Go through the entries below and print each one exactly, leaving out pictures.

--- Information provided Enclosed Below ---

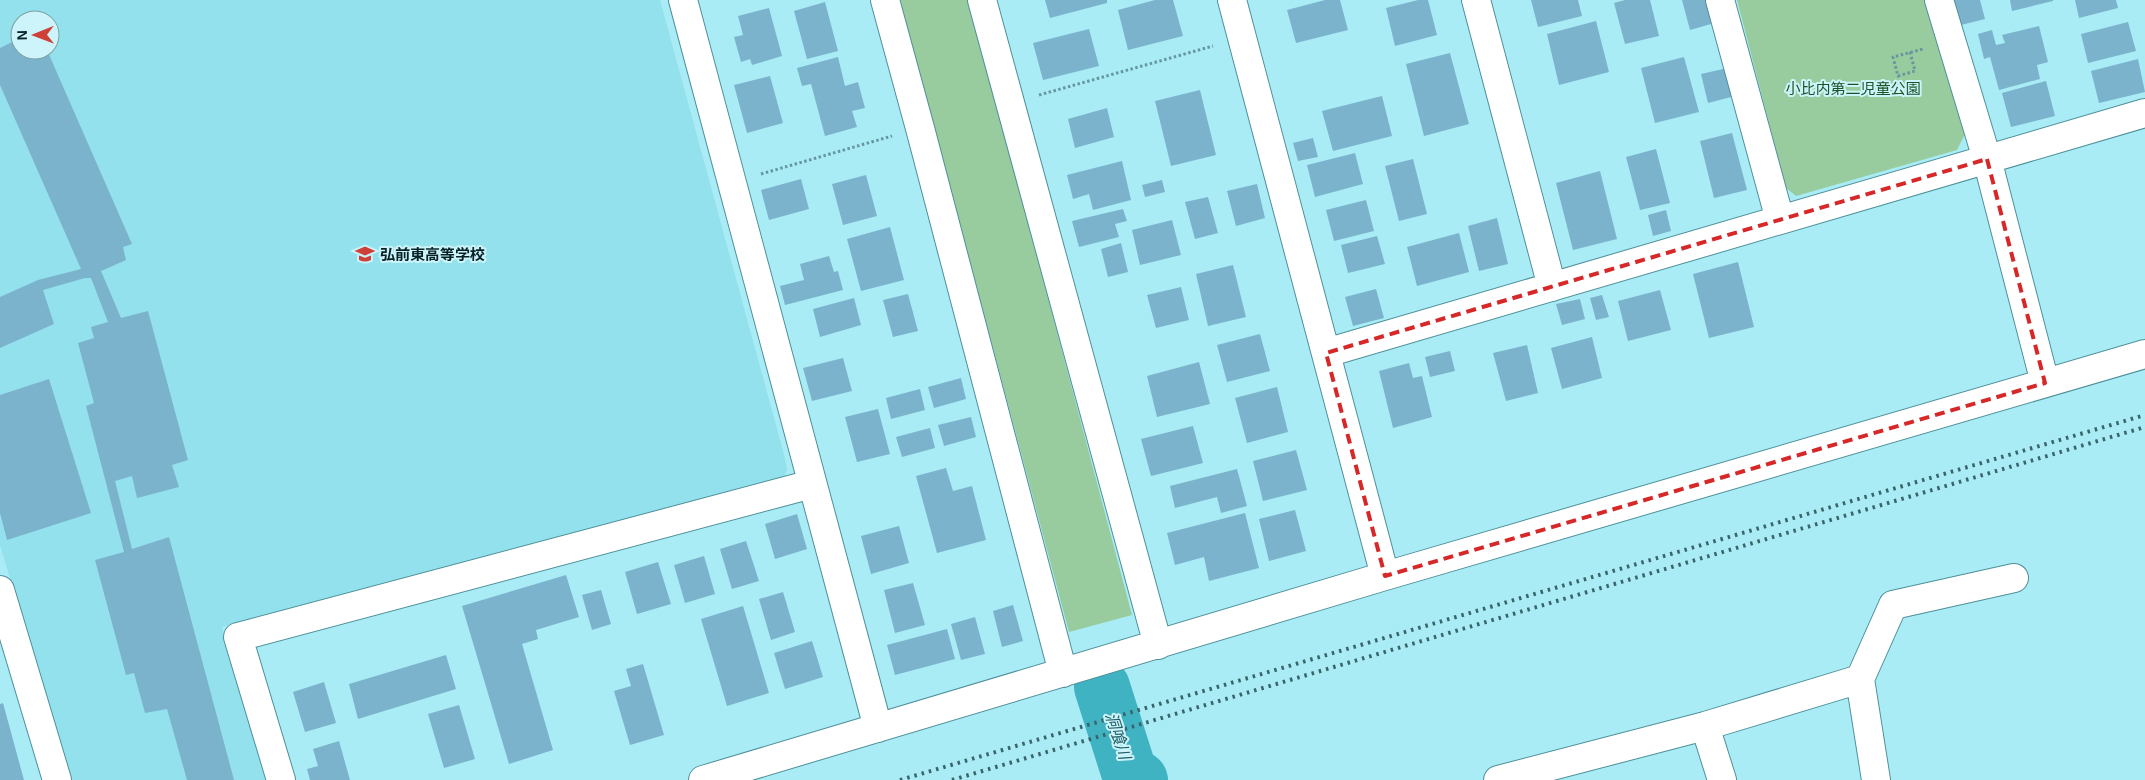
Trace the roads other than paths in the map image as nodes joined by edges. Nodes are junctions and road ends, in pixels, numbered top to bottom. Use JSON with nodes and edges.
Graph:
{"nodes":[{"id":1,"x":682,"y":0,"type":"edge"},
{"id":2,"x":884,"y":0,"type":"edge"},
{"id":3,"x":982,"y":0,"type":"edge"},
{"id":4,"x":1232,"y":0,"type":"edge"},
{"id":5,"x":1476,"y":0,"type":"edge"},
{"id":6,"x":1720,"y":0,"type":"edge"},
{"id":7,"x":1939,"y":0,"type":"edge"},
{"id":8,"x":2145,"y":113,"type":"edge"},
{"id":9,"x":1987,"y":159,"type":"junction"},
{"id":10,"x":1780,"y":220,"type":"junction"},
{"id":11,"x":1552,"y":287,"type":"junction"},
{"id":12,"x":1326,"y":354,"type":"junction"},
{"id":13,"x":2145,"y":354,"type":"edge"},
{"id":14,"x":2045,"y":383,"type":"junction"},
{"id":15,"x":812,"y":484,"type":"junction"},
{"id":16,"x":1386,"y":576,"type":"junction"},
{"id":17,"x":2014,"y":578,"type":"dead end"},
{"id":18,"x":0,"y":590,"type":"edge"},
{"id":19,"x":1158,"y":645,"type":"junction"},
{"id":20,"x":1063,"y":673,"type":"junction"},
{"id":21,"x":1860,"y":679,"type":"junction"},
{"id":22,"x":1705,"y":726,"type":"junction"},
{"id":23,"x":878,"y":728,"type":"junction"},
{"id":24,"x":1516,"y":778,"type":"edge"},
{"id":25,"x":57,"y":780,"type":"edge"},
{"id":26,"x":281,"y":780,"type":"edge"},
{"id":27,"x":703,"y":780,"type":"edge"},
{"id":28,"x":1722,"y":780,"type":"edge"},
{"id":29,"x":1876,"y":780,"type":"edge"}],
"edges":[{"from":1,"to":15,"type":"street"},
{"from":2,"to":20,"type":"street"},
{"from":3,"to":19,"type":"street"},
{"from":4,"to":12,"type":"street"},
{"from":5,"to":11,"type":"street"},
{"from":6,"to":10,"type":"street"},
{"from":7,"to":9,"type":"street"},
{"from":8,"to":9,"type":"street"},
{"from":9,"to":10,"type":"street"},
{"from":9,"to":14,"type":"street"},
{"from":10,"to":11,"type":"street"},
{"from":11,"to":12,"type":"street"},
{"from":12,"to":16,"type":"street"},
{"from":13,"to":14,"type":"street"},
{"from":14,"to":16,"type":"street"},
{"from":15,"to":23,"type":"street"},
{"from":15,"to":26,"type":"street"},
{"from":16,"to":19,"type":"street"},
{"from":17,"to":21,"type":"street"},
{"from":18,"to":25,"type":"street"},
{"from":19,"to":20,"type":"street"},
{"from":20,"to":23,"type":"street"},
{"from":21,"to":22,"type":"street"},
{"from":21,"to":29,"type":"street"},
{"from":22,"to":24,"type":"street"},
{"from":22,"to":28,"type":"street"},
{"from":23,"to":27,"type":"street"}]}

--- End of Enclosed Information provided ---

Result for this task:
Trace the roads other than paths in the map image as nodes joined by edges. Nodes are junctions and road ends, in pixels, numbered top to bottom. Use JSON with nodes and edges.
Graph:
{"nodes":[{"id":1,"x":682,"y":0,"type":"edge"},
{"id":2,"x":884,"y":0,"type":"edge"},
{"id":3,"x":982,"y":0,"type":"edge"},
{"id":4,"x":1232,"y":0,"type":"edge"},
{"id":5,"x":1476,"y":0,"type":"edge"},
{"id":6,"x":1720,"y":0,"type":"edge"},
{"id":7,"x":1939,"y":0,"type":"edge"},
{"id":8,"x":2145,"y":113,"type":"edge"},
{"id":9,"x":1987,"y":159,"type":"junction"},
{"id":10,"x":1780,"y":220,"type":"junction"},
{"id":11,"x":1552,"y":287,"type":"junction"},
{"id":12,"x":1326,"y":354,"type":"junction"},
{"id":13,"x":2145,"y":354,"type":"edge"},
{"id":14,"x":2045,"y":383,"type":"junction"},
{"id":15,"x":812,"y":484,"type":"junction"},
{"id":16,"x":1386,"y":576,"type":"junction"},
{"id":17,"x":2014,"y":578,"type":"dead end"},
{"id":18,"x":0,"y":590,"type":"edge"},
{"id":19,"x":1158,"y":645,"type":"junction"},
{"id":20,"x":1063,"y":673,"type":"junction"},
{"id":21,"x":1860,"y":679,"type":"junction"},
{"id":22,"x":1705,"y":726,"type":"junction"},
{"id":23,"x":878,"y":728,"type":"junction"},
{"id":24,"x":1516,"y":778,"type":"edge"},
{"id":25,"x":57,"y":780,"type":"edge"},
{"id":26,"x":281,"y":780,"type":"edge"},
{"id":27,"x":703,"y":780,"type":"edge"},
{"id":28,"x":1722,"y":780,"type":"edge"},
{"id":29,"x":1876,"y":780,"type":"edge"}],
"edges":[{"from":1,"to":15,"type":"street"},
{"from":2,"to":20,"type":"street"},
{"from":3,"to":19,"type":"street"},
{"from":4,"to":12,"type":"street"},
{"from":5,"to":11,"type":"street"},
{"from":6,"to":10,"type":"street"},
{"from":7,"to":9,"type":"street"},
{"from":8,"to":9,"type":"street"},
{"from":9,"to":10,"type":"street"},
{"from":9,"to":14,"type":"street"},
{"from":10,"to":11,"type":"street"},
{"from":11,"to":12,"type":"street"},
{"from":12,"to":16,"type":"street"},
{"from":13,"to":14,"type":"street"},
{"from":14,"to":16,"type":"street"},
{"from":15,"to":23,"type":"street"},
{"from":15,"to":26,"type":"street"},
{"from":16,"to":19,"type":"street"},
{"from":17,"to":21,"type":"street"},
{"from":18,"to":25,"type":"street"},
{"from":19,"to":20,"type":"street"},
{"from":20,"to":23,"type":"street"},
{"from":21,"to":22,"type":"street"},
{"from":21,"to":29,"type":"street"},
{"from":22,"to":24,"type":"street"},
{"from":22,"to":28,"type":"street"},
{"from":23,"to":27,"type":"street"}]}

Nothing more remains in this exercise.